Hinokitiol potentiates antimicrobial activity of bismuth drugs: a combination therapy for overcoming antimicrobial resistance.

Abstract

Antimicrobial resistance (AMR) poses a significant global health threat, rendering many infections untreatable. To combat AMR, repurposing approved drugs has emerged as a cost-effective strategy. Bismuth drugs, when combined with antibiotics, have been proven to be effective against Helicobacter pylori, including antibiotic-resistant strains. However, bismuth drugs alone exhibit limited antimicrobial activity against a narrow spectrum of pathogens.
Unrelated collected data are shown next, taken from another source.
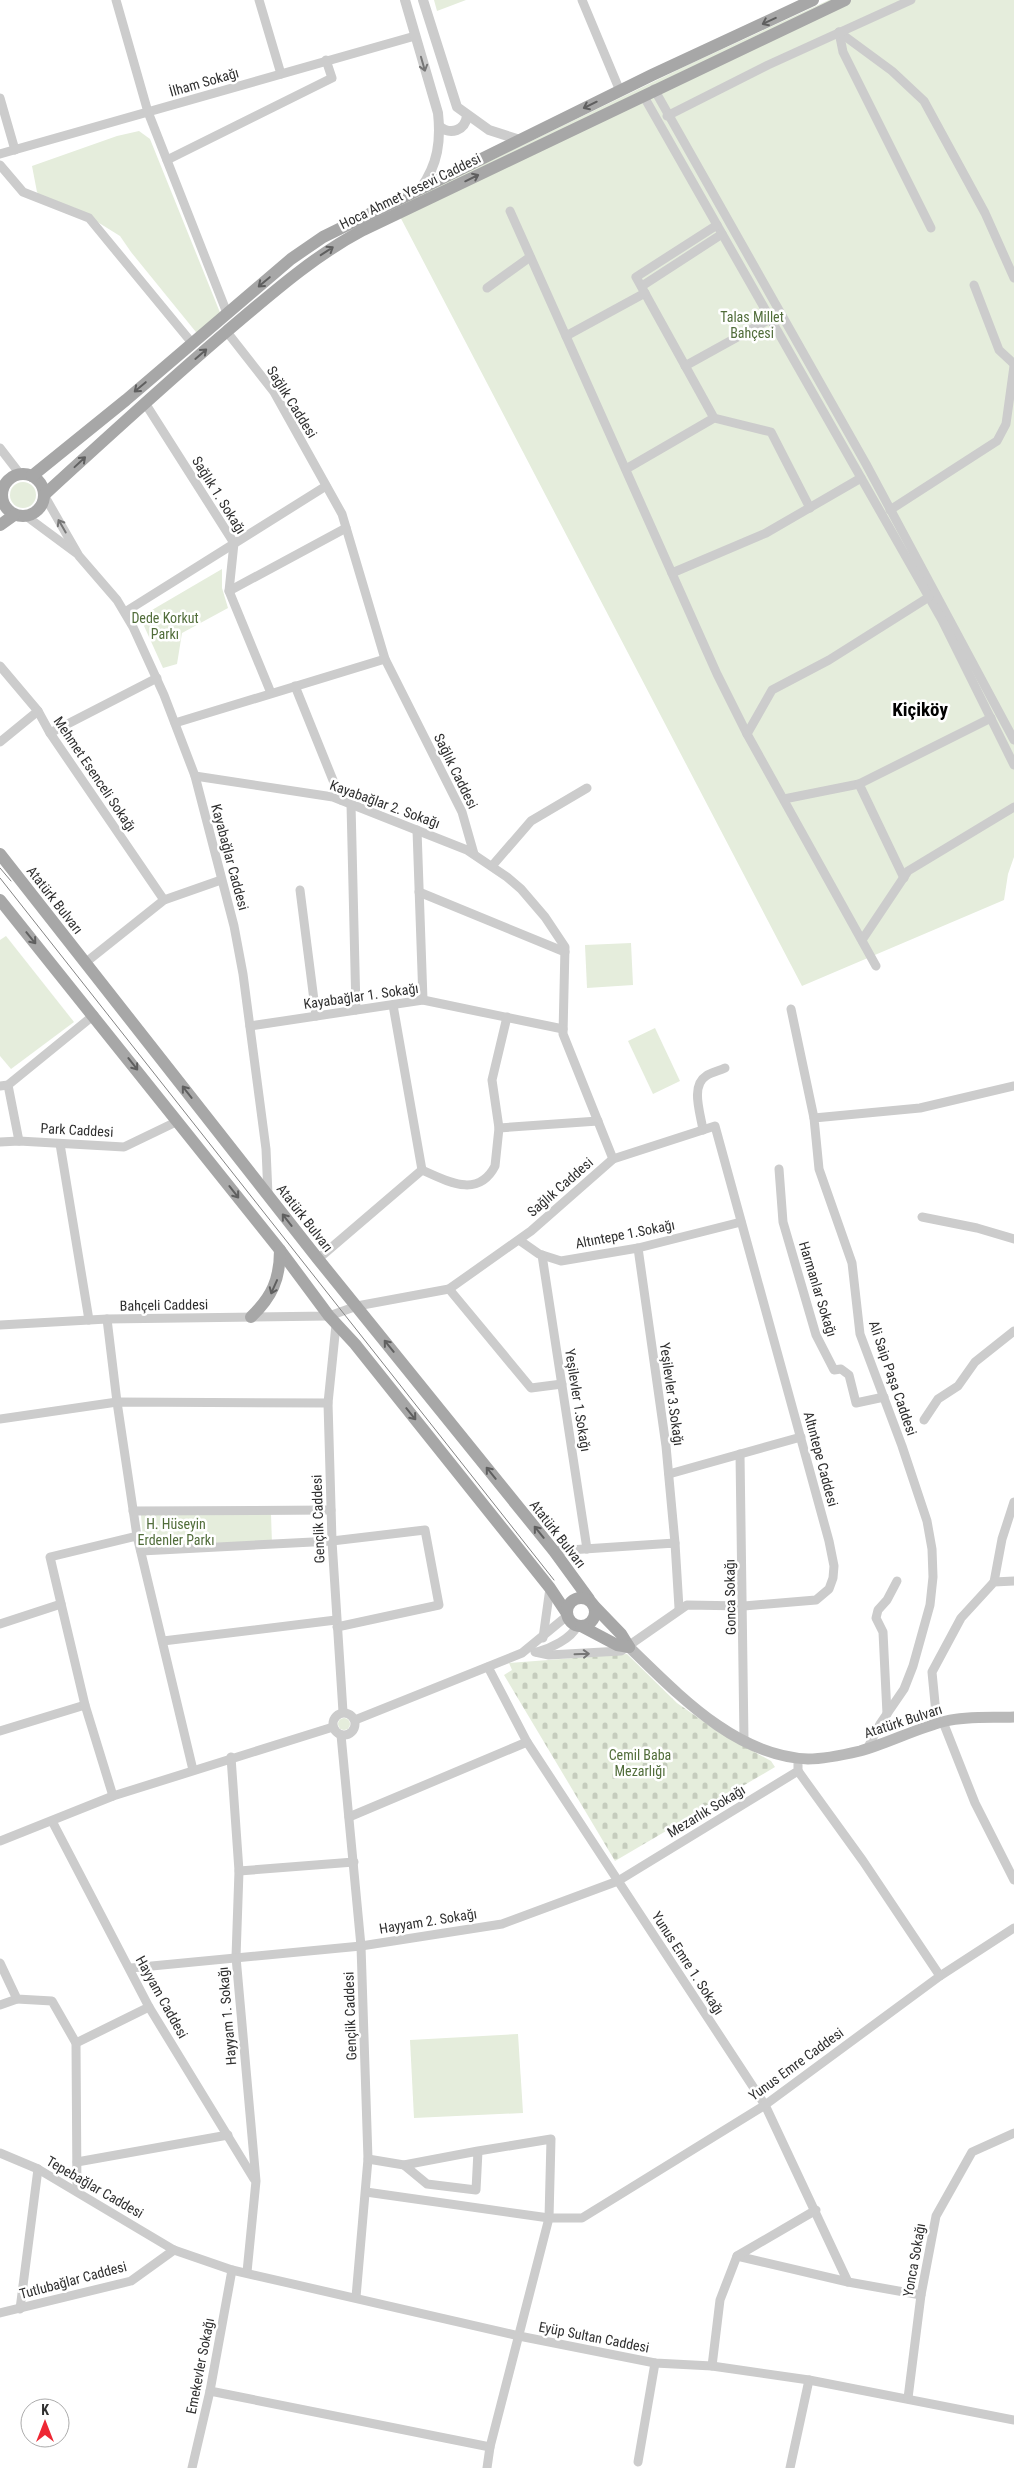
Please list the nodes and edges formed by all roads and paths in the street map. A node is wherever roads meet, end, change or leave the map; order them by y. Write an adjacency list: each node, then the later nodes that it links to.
1 (116, 0): 16 (street)
2 (259, 0): 12 (street)
3 (405, 0): 10 (street)
4 (423, 0): 17 (street)
5 (582, 0): 13 (street)
6 (813, 0): 13 (main road, Hoca Ahmet Yesevi Caddesi, one-way to 13)
7 (845, 0): 14 (main road, Hoca Ahmet Yesevi Caddesi)
8 (911, 0): 9 (street)
9 (839, 32): 18 (street); 28 (street); 31 (street)
10 (415, 36): 11 (street, İlham Sokağı); 19 (street, one-way to 19)
11 (326, 60): 12 (street, İlham Sokağı); 23 (street)
12 (280, 74): 16 (street, İlham Sokağı)
13 (620, 91): 20 (main road, Hoca Ahmet Yesevi Caddesi, one-way to 20)
14 (648, 92): 18 (street); 27 (street); 37 (main road, Hoca Ahmet Yesevi Caddesi, one-way to 14)
15 (0, 98): 21 (street)
16 (148, 112): 21 (street, İlham Sokağı); 23 (street)
17 (467, 116): 19 (street); 20 (street)
18 (667, 116): 53 (street)
19 (439, 126): 25 (street)
20 (520, 140): 25 (main road, Hoca Ahmet Yesevi Caddesi)
21 (15, 150): 22 (street, İlham Sokağı)
22 (0, 154)
23 (167, 160): 35 (street)
24 (0, 165): 39 (street)
25 (421, 188): 35 (main road, Hoca Ahmet Yesevi Caddesi, one-way to 35)
26 (510, 211): 30 (street)
27 (717, 224): 29 (street); 34 (street)
28 (931, 228)
29 (722, 234): 34 (street); 36 (street)
30 (530, 257): 33 (street); 38 (street)
31 (1014, 278)
32 (974, 285): 40 (street)
33 (487, 288)
34 (644, 289): 38 (street); 41 (street)
35 (227, 313): 39 (main road, Hoca Ahmet Yesevi Caddesi)
36 (770, 319): 41 (street); 48 (street)
37 (227, 332): 43 (main road, Hoca Ahmet Yesevi Caddesi, one-way to 37); 49 (street, Sağlık Caddesi)
38 (566, 336): 46 (street)
39 (192, 343): 47 (main road, Hoca Ahmet Yesevi Caddesi, one-way to 47)
40 (1014, 365): 42 (street)
41 (685, 366): 44 (street)
42 (1013, 381): 53 (street)
43 (144, 403): 51 (main road, Hoca Ahmet Yesevi Caddesi, one-way to 43); 57 (street, Sağlık 1. Sokağı)
44 (714, 418): 46 (street); 52 (street)
45 (0, 448): 47 (street)
46 (626, 469): 59 (street)
47 (26, 475): 50 (main road); 51 (main road)
48 (861, 478): 52 (street); 61 (street)
49 (326, 486): 56 (street, Sağlık Caddesi); 57 (street)
50 (1, 491): 54 (main road)
51 (44, 495): 54 (main road); 58 (street, Kayabağlar Caddesi, one-way to 51)
52 (810, 508): 59 (street)
53 (890, 510): 73 (street)
54 (20, 516): 55 (main road); 58 (street, Kayabağlar Caddesi)
55 (0, 525)
56 (346, 528): 60 (street); 63 (street, Sağlık Caddesi)
57 (234, 543): 60 (street, Sağlık 1. Sokağı); 62 (street)
58 (79, 556): 62 (street, Kayabağlar Caddesi)
59 (672, 573): 72 (street)
60 (229, 591): 67 (street, Sağlık 1. Sokağı)
61 (929, 597): 69 (street); 72 (street)
62 (125, 612): 65 (street, Kayabağlar Caddesi)
63 (385, 659): 66 (street); 85 (street, Sağlık Caddesi)
64 (0, 666): 68 (street, Mehmet Esenceli Sokağı)
65 (157, 678): 70 (street, Kayabağlar Caddesi); 71 (street)
66 (295, 686): 67 (street); 80 (street)
67 (272, 694): 70 (street)
68 (38, 711): 71 (street, Mehmet Esenceli Sokağı); 74 (street)
69 (991, 718): 75 (street); 77 (street)
70 (176, 723): 76 (street, Kayabağlar Caddesi)
71 (50, 733): 92 (street, Mehmet Esenceli Sokağı)
72 (747, 734): 79 (street)
73 (1014, 740)
74 (0, 742)
75 (1014, 765)
76 (195, 776): 80 (street, Kayabağlar 2. Sokağı); 88 (street, Kayabağlar Caddesi)
77 (859, 784): 79 (street); 87 (street)
78 (587, 788): 86 (street)
79 (784, 799): 93 (street)
80 (341, 800): 81 (street, Kayabağlar 2. Sokağı)
81 (351, 804): 83 (street, Kayabağlar 2. Sokağı); 100 (street)
82 (1014, 807): 87 (street)
83 (416, 830): 85 (street, Kayabağlar 2. Sokağı); 90 (street)
84 (0, 854): 95 (main road, Atatürk Bulvarı)
85 (474, 854): 86 (street, Sağlık Caddesi)
86 (492, 866): 94 (street, Sağlık Caddesi)
87 (904, 878): 93 (street)
88 (221, 880): 92 (street); 104 (street, Kayabağlar Caddesi)
89 (300, 890): 102 (street)
90 (419, 892): 94 (street); 97 (street)
91 (0, 900): 101 (main road, one-way to 101)
92 (164, 900): 95 (street)
93 (862, 940): 96 (street)
94 (565, 952): 105 (street, Sağlık Caddesi)
95 (85, 963): 120 (main road, Atatürk Bulvarı, one-way to 95)
96 (876, 966)
97 (423, 1000): 98 (street, Kayabağlar 1. Sokağı); 103 (street, Kayabağlar 1. Sokağı)
98 (393, 1004): 100 (street, Kayabağlar 1. Sokağı); 119 (street)
99 (791, 1009): 109 (street, Ali Saip Paşa Caddesi)
100 (356, 1010): 102 (street, Kayabağlar 1. Sokağı)
101 (94, 1015): 107 (street); 110 (main road, one-way to 110)
102 (316, 1016): 104 (street, Kayabağlar 1. Sokağı)
103 (507, 1017): 105 (street, Kayabağlar 1. Sokağı); 112 (street)
104 (250, 1026): 120 (street, Kayabağlar Caddesi)
105 (563, 1029): 111 (street, Sağlık Caddesi)
106 (725, 1068): 113 (street)
107 (4, 1085): 114 (street)
108 (1014, 1086): 109 (street)
109 (814, 1118): 138 (street, Ali Saip Paşa Caddesi)
110 (178, 1121): 116 (street, Park Caddesi); 126 (main road, one-way to 126)
111 (598, 1121): 112 (street); 117 (street, Sağlık Caddesi)
112 (499, 1128): 119 (street)
113 (703, 1130): 117 (street); 122 (street, Altıntepe Caddesi)
114 (18, 1141): 115 (street, Park Caddesi); 116 (street, Park Caddesi)
115 (0, 1142)
116 (60, 1144): 133 (street)
117 (613, 1159): 124 (street, Sağlık Caddesi)
118 (778, 1169): 138 (street, Harmanlar Sokağı)
119 (422, 1170): 128 (street)
120 (268, 1195): 128 (main road, Atatürk Bulvarı, one-way to 120)
121 (922, 1217): 123 (street)
122 (741, 1222): 125 (street, Altıntepe 1.Sokağı); 143 (street, Altıntepe Caddesi)
123 (1014, 1239)
124 (519, 1240): 127 (street, Altıntepe 1.Sokağı); 129 (street, Sağlık Caddesi)
125 (638, 1248): 127 (street, Altıntepe 1.Sokağı); 145 (street, Yeşilevler 3.Sokağı)
126 (280, 1250): 131 (main road, one-way to 131); 134 (main road)
127 (542, 1255): 137 (street, Yeşilevler 1.Sokağı)
128 (318, 1259): 130 (main road, Atatürk Bulvarı)
129 (450, 1289): 130 (street, Sağlık Caddesi); 137 (street)
130 (357, 1306): 134 (street, Sağlık Caddesi); 154 (main road, Atatürk Bulvarı, one-way to 130)
131 (251, 1317): 132 (street, Bahçeli Caddesi); 134 (street, Bahçeli Caddesi)
132 (107, 1319): 133 (street, Bahçeli Caddesi); 139 (street)
133 (89, 1320): 135 (street, Bahçeli Caddesi)
134 (332, 1320): 140 (street, Gençlik Caddesi); 158 (main road, one-way to 158)
135 (0, 1325)
136 (1014, 1331): 142 (street)
137 (562, 1384): 152 (street, Yeşilevler 1.Sokağı)
138 (884, 1397): 175 (street, Ali Saip Paşa Caddesi)
139 (117, 1402): 140 (street); 141 (street); 148 (street)
140 (328, 1402): 147 (street, Gençlik Caddesi)
141 (0, 1419)
142 (924, 1420)
143 (801, 1437): 144 (street); 161 (street, Altıntepe Caddesi)
144 (740, 1454): 145 (street); 161 (street, Gonca Sokağı)
145 (669, 1474): 151 (street, Yeşilevler 3.Sokağı)
146 (1014, 1502): 157 (street)
147 (331, 1510): 148 (street); 150 (street, Gençlik Caddesi)
148 (133, 1511): 149 (street)
149 (137, 1536): 153 (street); 160 (street)
150 (332, 1541): 153 (street); 165 (street, Gençlik Caddesi); 165 (street)
151 (675, 1543): 152 (street); 162 (street, Yeşilevler 3.Sokağı)
152 (587, 1549): 154 (street)
153 (141, 1551): 168 (street)
154 (554, 1551): 159 (main road, Atatürk Bulvarı)
155 (897, 1581): 175 (street)
156 (1014, 1581): 157 (street)
157 (994, 1582): 178 (street)
158 (550, 1588): 163 (main road); 167 (street)
159 (592, 1603): 163 (main road); 166 (main road); 169 (main road, Atatürk Bulvarı)
160 (61, 1604): 164 (street); 173 (street)
161 (744, 1606): 162 (street, Altıntepe Caddesi); 182 (street, Gonca Sokağı)
162 (679, 1608): 169 (street, Altıntepe Caddesi)
163 (567, 1614): 166 (main road); 167 (street)
164 (0, 1624)
165 (336, 1624): 168 (street); 174 (street, Gençlik Caddesi)
166 (579, 1626): 169 (main road, Atatürk Bulvarı); 170 (street)
167 (542, 1638): 171 (street)
168 (163, 1641): 187 (street)
169 (629, 1647): 170 (street, one-way to 169); 182 (main road, Atatürk Bulvarı)
170 (535, 1652): 171 (street)
171 (522, 1653): 172 (street)
172 (488, 1667): 177 (street); 183 (street, Yunus Emre 1. Sokağı)
173 (85, 1704): 180 (street); 189 (street)
174 (343, 1712): 177 (street); 179 (street)
175 (887, 1714): 184 (street, Ali Saip Paşa Caddesi)
176 (1014, 1718): 178 (main road, Atatürk Bulvarı)
177 (355, 1720): 181 (street)
178 (940, 1723): 184 (main road, Atatürk Bulvarı); 195 (street)
179 (333, 1727): 181 (street); 185 (street)
180 (0, 1731)
181 (341, 1735): 190 (street, Gençlik Caddesi)
182 (744, 1740): 186 (main road, Atatürk Bulvarı)
183 (527, 1742): 190 (street); 196 (street, Yunus Emre 1. Sokağı)
184 (866, 1749): 186 (main road, Atatürk Bulvarı)
185 (232, 1757): 187 (street); 194 (street, Hayyam 1. Sokağı)
186 (798, 1758): 188 (street)
187 (193, 1770): 189 (street)
188 (798, 1771): 196 (street, Mezarlık Sokağı); 202 (street)
189 (113, 1796): 191 (street)
190 (349, 1817): 193 (street, Gençlik Caddesi)
191 (52, 1821): 192 (street); 201 (street, Hayyam Caddesi)
192 (0, 1841)
193 (354, 1862): 194 (street); 198 (street, Gençlik Caddesi)
194 (239, 1871): 199 (street, Hayyam 1. Sokağı)
195 (1014, 1880)
196 (618, 1881): 198 (street, Hayyam 2. Sokağı); 207 (street, Yunus Emre 1. Sokağı)
197 (1014, 1928): 202 (street, Yunus Emre Caddesi)
198 (361, 1946): 199 (street, Hayyam 2. Sokağı); 212 (street, Gençlik Caddesi)
199 (236, 1957): 201 (street, Hayyam 2. Sokağı); 216 (street, Hayyam 1. Sokağı)
200 (0, 1963): 203 (street)
201 (131, 1968): 205 (street, Hayyam Caddesi)
202 (940, 1976): 207 (street, Yunus Emre Caddesi)
203 (17, 1999): 204 (street); 206 (street)
204 (0, 2005)
205 (149, 2007): 206 (street); 209 (street, Hayyam Caddesi)
206 (76, 2043): 213 (street)
207 (765, 2105): 219 (street, Yunus Emre 1. Sokağı); 220 (street, Yunus Emre Caddesi)
208 (1014, 2133): 226 (street, Yonca Sokağı)
209 (228, 2135): 213 (street); 216 (street, Hayyam Caddesi)
210 (478, 2151): 214 (street); 214 (street); 220 (street)
211 (0, 2153): 215 (street, Tepebağlar Caddesi)
212 (368, 2160): 214 (street); 218 (street, Gençlik Caddesi)
213 (77, 2162): 217 (street)
214 (404, 2165)
215 (38, 2169): 217 (street, Tepebağlar Caddesi); 228 (street)
216 (256, 2181): 224 (street, Hayyam 1. Sokağı)
217 (77, 2191): 221 (street, Tepebağlar Caddesi)
218 (366, 2192): 220 (street, Yunus Emre Caddesi); 227 (street, Gençlik Caddesi)
219 (816, 2210): 222 (street); 225 (street, Yunus Emre 1. Sokağı)
220 (550, 2218): 230 (street)
221 (174, 2250): 223 (street, Eyüp Sultan Caddesi); 228 (street, Tutlubağlar Caddesi)
222 (738, 2256): 225 (street); 232 (street)
223 (232, 2270): 224 (street, Eyüp Sultan Caddesi); 234 (street, Emekevler Sokağı)
224 (247, 2272): 227 (street, Eyüp Sultan Caddesi)
225 (848, 2282): 226 (street)
226 (921, 2295): 235 (street, Yonca Sokağı)
227 (356, 2297): 230 (street, Eyüp Sultan Caddesi)
228 (20, 2309): 229 (street, Tutlubağlar Caddesi)
229 (0, 2313)
230 (519, 2336): 231 (street, Eyüp Sultan Caddesi); 237 (street)
231 (655, 2363): 232 (street, Eyüp Sultan Caddesi); 238 (street)
232 (712, 2366): 233 (street, Eyüp Sultan Caddesi)
233 (809, 2380): 235 (street, Eyüp Sultan Caddesi); 241 (street)
234 (210, 2391): 237 (street); 239 (street, Emekevler Sokağı)
235 (908, 2398): 236 (street, Eyüp Sultan Caddesi)
236 (1014, 2420)
237 (490, 2448): 240 (street)
238 (638, 2462)
239 (192, 2468)
240 (487, 2468)
241 (790, 2468)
Therefore, a novel approach to enhance the efficacy and broaden the antimicrobial spectrum of bismuth drugs is highly desirable. Herein, we show that a naturally occurring monoterpenoid, hinokitiol, could potentiate the antimicrobial activity of bismuth drugs. We demonstrate a strong synergy between hinokitiol and colloidal bismuth subcitrate (CBS) against various Gram-positive and Gram-negative bacterial strains, including methicillin-resistant Staphylococcus aureus (MRSA). Moreover, the combination of hinokitiol and CBS exhibits anti-biofilm activity by preventing biofilm formation and eliminating S. aureus persister cells. Importantly, the combination therapy demonstrates promising antimicrobial efficacy in murine infection models including skin wound, gastrointestinal and blood infections. Mechanistic studies reveal that hinokitiol enhances bismuth ion (Bi(iii)) accumulation and reduces intracellular iron levels. By using thermal proteome profiling combined with dynamic quantitative proteomics analysis, we demonstrate that the bismuth-hinokitiol combination propagated the bismuth binding and interfered with ribosome synthesis, the glycolysis process, impaired bacterial cell wall synthesis and pathogenesis in MRSA. Our finding highlights the potential of combinatorial hinokitiol and bismuth drugs in the fight against AMR.